#### WORK TO COMPLETE:
Where does the string "main" occur in the records below? Copy every line that holds it.

#### DATASET ENTRIES:
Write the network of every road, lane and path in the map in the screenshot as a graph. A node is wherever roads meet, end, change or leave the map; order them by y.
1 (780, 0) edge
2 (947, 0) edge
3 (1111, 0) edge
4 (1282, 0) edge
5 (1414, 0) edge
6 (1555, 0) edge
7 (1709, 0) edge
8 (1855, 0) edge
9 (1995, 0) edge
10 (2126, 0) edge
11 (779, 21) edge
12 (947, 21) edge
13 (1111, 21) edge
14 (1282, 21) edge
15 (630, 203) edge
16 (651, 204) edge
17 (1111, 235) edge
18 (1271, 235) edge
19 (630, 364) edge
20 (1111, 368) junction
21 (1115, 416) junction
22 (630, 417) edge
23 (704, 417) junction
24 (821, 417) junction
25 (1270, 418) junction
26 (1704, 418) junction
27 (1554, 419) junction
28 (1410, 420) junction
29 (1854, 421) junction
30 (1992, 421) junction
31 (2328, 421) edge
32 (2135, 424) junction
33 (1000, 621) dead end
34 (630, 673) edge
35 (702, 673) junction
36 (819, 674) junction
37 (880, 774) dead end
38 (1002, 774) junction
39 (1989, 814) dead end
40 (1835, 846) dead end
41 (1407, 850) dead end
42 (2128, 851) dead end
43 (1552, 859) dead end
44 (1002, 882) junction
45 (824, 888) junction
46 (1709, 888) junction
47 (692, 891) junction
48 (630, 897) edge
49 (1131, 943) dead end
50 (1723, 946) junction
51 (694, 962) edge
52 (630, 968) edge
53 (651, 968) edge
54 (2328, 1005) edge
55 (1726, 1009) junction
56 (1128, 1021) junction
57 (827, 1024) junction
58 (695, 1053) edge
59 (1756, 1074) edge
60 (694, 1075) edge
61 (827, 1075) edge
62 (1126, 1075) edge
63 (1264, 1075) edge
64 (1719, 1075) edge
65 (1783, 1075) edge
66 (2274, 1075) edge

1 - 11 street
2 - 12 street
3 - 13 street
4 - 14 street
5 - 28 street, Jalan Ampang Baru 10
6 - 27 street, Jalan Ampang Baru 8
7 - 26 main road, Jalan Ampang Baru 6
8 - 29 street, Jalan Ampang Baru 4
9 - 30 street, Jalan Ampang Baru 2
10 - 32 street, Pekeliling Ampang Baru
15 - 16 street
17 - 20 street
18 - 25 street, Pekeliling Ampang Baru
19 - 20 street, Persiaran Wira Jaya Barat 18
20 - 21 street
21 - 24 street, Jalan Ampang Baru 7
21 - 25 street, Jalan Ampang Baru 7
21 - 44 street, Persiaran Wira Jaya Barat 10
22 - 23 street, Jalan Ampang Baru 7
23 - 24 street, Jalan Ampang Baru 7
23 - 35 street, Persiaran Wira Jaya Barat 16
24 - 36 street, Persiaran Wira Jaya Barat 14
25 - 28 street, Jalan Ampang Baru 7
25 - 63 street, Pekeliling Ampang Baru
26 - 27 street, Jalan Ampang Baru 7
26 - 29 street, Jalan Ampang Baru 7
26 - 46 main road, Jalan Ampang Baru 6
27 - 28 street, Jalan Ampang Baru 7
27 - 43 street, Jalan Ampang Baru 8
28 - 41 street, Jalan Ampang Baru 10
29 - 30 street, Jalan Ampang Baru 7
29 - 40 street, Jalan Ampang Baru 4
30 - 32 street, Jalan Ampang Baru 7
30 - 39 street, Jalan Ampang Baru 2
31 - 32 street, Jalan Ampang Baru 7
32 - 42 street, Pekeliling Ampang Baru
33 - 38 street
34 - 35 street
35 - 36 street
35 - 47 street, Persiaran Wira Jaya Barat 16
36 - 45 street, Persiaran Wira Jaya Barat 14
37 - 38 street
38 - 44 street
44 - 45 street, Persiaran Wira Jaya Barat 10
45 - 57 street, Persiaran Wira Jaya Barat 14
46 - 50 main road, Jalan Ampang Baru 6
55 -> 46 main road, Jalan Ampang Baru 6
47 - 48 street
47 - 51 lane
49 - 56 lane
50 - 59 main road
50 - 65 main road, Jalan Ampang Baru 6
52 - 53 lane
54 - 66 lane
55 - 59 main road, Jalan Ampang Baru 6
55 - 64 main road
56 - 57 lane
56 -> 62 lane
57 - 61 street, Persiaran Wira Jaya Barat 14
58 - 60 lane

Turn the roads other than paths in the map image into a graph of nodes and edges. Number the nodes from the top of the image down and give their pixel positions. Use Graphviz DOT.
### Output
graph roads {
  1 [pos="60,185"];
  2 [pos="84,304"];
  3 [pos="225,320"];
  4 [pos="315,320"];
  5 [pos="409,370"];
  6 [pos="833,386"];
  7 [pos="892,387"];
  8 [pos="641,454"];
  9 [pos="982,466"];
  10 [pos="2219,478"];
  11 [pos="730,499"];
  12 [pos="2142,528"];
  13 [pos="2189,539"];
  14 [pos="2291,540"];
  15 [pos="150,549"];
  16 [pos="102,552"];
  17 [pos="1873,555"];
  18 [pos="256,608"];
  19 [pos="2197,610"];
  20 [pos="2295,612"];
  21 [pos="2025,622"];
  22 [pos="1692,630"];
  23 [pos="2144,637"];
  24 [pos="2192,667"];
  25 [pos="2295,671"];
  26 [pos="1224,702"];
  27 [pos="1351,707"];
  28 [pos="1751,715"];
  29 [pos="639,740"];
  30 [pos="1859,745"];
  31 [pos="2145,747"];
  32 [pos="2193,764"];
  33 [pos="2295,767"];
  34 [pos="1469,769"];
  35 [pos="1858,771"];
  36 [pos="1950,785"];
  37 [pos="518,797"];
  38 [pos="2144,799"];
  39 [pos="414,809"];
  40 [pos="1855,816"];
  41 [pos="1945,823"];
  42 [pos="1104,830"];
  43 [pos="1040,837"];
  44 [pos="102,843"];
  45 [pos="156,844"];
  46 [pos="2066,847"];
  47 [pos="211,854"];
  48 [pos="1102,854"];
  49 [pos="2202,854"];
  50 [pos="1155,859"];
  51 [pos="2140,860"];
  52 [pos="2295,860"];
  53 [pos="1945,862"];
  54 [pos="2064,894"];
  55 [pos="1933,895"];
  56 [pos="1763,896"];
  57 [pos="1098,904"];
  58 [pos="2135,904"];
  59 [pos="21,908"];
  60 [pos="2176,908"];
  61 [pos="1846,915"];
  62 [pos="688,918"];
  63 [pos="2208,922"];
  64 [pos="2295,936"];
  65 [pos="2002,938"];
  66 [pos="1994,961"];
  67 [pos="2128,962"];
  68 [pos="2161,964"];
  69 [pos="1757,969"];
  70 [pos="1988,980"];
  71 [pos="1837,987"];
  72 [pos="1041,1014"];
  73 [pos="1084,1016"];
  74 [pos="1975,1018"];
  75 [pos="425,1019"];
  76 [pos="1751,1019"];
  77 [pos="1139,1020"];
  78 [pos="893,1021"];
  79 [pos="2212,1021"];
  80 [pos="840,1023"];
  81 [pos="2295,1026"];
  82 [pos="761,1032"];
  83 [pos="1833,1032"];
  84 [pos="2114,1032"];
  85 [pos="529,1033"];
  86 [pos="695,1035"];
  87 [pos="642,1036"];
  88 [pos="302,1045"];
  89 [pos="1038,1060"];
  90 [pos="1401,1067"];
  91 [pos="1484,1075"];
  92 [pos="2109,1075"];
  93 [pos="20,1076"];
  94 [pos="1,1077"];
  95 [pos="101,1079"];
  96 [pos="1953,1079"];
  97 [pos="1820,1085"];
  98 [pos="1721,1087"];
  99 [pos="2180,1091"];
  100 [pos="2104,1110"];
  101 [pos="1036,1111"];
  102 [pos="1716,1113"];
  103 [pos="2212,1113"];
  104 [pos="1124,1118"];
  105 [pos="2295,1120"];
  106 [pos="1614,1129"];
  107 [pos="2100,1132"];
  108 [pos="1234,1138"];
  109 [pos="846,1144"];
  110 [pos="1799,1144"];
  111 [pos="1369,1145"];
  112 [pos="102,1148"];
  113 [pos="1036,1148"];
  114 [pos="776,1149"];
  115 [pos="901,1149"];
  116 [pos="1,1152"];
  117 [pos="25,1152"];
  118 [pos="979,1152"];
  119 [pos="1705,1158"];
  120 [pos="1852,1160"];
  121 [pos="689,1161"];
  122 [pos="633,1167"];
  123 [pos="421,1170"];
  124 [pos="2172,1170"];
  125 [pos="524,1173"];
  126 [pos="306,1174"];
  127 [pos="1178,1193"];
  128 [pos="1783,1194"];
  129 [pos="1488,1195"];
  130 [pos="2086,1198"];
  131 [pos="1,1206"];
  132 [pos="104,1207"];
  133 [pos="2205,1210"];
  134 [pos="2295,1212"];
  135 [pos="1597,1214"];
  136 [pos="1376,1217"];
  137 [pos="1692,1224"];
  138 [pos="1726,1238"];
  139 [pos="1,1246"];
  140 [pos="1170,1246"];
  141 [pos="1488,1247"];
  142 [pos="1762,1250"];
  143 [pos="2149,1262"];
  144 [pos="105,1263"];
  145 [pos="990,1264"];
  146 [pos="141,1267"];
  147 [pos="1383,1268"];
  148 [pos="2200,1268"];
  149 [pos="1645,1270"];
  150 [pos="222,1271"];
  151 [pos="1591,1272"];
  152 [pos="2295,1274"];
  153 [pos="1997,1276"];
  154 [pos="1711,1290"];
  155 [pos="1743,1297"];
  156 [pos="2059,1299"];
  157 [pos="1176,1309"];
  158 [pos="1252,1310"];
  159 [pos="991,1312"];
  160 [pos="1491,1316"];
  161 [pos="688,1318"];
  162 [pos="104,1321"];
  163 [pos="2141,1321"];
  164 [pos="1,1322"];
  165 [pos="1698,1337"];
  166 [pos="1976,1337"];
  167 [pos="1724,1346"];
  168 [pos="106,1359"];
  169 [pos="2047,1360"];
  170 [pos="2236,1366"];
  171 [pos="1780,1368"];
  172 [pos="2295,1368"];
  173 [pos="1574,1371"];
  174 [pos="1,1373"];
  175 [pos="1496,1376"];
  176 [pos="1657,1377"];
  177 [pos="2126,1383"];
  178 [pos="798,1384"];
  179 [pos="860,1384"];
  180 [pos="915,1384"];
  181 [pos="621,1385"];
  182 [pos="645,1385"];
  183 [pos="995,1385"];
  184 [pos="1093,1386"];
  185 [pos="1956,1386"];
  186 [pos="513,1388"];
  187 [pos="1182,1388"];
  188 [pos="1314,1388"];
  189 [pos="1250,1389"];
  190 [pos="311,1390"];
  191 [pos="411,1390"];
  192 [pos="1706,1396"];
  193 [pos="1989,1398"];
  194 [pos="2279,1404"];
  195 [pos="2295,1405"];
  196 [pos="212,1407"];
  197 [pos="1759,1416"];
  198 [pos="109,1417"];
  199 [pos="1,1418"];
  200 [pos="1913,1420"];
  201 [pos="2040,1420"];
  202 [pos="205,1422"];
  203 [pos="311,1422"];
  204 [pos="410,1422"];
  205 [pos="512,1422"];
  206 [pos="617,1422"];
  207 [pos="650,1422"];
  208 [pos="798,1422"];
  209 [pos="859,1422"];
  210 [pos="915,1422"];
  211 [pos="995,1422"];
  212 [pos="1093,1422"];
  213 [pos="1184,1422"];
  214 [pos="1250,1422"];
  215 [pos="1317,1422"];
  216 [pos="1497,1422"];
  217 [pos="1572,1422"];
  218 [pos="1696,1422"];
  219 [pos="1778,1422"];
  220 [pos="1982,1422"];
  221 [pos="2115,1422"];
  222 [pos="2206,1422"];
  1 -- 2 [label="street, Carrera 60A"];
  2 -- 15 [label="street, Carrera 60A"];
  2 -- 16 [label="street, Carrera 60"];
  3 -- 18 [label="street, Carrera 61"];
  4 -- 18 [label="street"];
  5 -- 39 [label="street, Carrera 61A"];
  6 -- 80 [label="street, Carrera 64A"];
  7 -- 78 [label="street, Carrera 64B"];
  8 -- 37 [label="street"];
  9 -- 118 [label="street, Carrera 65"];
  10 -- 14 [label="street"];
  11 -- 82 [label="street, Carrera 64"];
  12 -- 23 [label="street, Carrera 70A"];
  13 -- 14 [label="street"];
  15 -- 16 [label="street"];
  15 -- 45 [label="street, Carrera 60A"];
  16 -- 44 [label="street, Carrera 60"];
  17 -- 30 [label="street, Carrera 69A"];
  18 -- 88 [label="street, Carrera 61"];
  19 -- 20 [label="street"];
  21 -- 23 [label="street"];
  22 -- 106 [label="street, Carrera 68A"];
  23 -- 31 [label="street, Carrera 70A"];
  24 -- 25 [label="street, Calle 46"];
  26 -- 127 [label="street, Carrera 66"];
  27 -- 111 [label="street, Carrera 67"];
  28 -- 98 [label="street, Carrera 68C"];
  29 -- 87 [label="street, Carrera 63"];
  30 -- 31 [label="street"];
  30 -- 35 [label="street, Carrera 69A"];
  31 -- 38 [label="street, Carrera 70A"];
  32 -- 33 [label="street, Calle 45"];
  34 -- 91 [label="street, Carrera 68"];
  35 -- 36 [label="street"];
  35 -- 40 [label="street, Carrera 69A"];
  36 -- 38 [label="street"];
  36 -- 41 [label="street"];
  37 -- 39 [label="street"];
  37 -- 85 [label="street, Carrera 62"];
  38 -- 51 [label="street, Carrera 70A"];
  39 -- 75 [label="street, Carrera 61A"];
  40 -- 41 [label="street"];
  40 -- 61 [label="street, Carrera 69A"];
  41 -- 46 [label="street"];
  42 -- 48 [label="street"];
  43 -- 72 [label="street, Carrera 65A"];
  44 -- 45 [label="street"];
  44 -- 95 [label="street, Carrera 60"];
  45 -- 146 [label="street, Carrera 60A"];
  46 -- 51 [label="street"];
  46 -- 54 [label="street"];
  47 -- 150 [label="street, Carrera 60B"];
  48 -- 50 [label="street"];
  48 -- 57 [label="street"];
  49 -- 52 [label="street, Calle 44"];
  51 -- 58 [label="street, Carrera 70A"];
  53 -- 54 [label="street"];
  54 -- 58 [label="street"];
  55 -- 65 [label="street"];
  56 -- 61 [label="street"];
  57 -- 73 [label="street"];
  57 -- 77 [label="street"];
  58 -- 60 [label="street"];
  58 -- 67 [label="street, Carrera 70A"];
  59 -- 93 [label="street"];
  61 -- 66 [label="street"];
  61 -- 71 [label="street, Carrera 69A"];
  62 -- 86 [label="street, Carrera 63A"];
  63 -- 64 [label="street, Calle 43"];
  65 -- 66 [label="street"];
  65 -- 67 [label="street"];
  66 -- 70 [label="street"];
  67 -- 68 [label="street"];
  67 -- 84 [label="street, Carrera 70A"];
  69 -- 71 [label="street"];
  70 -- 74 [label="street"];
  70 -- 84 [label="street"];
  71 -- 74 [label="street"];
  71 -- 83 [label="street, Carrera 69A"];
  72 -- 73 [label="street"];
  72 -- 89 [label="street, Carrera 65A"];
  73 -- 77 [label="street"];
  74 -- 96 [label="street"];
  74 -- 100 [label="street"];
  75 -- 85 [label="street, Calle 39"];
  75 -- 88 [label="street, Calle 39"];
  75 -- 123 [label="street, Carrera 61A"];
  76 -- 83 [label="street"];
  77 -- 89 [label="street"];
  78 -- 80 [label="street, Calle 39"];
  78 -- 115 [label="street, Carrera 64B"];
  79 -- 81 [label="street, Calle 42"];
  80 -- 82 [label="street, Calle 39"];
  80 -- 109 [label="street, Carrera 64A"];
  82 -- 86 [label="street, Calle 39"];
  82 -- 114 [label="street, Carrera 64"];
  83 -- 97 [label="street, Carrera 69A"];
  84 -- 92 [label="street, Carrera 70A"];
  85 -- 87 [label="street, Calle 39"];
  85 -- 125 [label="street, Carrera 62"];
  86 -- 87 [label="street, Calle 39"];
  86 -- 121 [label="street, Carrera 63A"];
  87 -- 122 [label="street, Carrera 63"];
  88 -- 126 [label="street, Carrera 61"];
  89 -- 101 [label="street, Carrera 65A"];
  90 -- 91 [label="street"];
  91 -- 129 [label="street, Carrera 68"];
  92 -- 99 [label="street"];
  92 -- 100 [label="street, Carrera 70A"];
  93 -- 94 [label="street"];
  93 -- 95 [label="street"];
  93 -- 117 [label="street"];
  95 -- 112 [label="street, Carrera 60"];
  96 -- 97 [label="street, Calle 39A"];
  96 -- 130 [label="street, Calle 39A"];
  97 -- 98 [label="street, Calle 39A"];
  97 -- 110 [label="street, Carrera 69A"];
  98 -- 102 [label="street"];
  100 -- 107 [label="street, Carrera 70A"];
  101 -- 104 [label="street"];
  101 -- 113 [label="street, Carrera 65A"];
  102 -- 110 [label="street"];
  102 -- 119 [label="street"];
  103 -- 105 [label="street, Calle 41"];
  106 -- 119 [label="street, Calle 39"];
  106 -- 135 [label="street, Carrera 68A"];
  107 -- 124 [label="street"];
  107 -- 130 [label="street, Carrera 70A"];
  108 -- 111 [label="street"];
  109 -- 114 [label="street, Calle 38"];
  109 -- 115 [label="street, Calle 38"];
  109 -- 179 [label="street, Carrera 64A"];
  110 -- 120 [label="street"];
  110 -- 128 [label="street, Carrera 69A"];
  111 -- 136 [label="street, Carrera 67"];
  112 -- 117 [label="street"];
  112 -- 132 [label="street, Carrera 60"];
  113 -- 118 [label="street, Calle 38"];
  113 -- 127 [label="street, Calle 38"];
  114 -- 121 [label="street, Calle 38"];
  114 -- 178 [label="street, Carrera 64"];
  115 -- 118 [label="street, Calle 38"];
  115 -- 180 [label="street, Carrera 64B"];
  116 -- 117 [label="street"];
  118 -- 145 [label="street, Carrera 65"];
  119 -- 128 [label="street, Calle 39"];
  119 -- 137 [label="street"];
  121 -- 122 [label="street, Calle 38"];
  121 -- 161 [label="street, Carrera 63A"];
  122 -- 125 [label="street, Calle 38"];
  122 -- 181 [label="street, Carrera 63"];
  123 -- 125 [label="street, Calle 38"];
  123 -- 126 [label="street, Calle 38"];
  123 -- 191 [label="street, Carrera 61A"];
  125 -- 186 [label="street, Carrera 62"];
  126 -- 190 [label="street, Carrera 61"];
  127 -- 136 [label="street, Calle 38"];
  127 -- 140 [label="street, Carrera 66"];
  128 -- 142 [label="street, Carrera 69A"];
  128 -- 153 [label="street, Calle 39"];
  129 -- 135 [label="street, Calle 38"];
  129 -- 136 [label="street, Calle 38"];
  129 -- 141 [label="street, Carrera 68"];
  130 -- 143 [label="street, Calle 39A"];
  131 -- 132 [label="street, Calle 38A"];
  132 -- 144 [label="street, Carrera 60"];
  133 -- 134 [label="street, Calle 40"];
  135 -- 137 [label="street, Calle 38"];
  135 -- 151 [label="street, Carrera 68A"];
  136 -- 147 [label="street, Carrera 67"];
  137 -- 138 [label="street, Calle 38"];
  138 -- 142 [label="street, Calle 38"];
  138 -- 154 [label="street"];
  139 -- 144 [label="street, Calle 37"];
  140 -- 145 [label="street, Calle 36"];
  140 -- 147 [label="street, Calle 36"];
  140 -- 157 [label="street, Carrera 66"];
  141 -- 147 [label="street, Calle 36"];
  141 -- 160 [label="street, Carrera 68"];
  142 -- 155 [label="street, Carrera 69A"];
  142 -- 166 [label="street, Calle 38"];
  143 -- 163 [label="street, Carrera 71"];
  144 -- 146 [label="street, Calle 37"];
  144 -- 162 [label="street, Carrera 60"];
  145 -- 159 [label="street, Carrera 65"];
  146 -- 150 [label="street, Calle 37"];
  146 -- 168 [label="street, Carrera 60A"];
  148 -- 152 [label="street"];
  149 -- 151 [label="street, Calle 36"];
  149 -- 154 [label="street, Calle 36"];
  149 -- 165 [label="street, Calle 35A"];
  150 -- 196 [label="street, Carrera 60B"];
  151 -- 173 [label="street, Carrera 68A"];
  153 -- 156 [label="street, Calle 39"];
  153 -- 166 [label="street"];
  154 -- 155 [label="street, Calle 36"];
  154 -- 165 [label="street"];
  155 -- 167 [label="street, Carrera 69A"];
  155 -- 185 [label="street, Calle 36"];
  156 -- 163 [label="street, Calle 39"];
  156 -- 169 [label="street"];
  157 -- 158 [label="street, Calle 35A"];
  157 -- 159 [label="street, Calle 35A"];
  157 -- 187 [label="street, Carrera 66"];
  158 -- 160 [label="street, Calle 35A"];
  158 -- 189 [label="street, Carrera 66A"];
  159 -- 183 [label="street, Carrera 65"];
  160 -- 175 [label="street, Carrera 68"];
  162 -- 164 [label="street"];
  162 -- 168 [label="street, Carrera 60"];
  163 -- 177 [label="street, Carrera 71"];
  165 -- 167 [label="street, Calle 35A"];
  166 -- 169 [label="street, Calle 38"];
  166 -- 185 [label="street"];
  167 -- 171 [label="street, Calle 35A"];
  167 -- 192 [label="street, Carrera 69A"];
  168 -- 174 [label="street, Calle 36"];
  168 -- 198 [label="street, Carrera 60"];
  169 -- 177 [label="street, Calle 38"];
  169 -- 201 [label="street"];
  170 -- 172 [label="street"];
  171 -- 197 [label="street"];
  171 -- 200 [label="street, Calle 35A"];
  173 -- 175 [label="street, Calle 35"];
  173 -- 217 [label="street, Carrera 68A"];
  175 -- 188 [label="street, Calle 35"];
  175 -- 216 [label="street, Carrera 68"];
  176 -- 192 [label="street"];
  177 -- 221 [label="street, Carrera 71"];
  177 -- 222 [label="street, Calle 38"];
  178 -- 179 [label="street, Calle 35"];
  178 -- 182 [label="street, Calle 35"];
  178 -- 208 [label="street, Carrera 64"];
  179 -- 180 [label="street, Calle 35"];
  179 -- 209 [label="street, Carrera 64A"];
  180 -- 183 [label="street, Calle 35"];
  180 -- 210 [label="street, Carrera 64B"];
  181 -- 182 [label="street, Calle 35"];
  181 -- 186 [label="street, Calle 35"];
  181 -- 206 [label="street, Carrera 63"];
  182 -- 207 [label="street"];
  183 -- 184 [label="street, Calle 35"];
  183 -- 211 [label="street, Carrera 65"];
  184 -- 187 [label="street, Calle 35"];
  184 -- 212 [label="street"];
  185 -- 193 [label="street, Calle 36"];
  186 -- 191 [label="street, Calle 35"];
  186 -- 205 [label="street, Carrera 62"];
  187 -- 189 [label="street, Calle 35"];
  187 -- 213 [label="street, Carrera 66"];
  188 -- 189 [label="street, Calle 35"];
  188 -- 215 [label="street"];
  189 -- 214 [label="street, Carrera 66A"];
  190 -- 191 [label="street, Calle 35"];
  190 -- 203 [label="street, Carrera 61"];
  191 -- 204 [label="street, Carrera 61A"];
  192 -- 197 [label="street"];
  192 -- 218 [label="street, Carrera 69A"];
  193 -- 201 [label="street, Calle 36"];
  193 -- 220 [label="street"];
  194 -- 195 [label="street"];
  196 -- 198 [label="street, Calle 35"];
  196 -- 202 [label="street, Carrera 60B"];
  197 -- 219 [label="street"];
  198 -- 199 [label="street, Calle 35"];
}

#### YOUR SOLUTION:
7 - 26 main road, Jalan Ampang Baru 6
26 - 46 main road, Jalan Ampang Baru 6
46 - 50 main road, Jalan Ampang Baru 6
55 -> 46 main road, Jalan Ampang Baru 6
50 - 59 main road
50 - 65 main road, Jalan Ampang Baru 6
55 - 59 main road, Jalan Ampang Baru 6
55 - 64 main road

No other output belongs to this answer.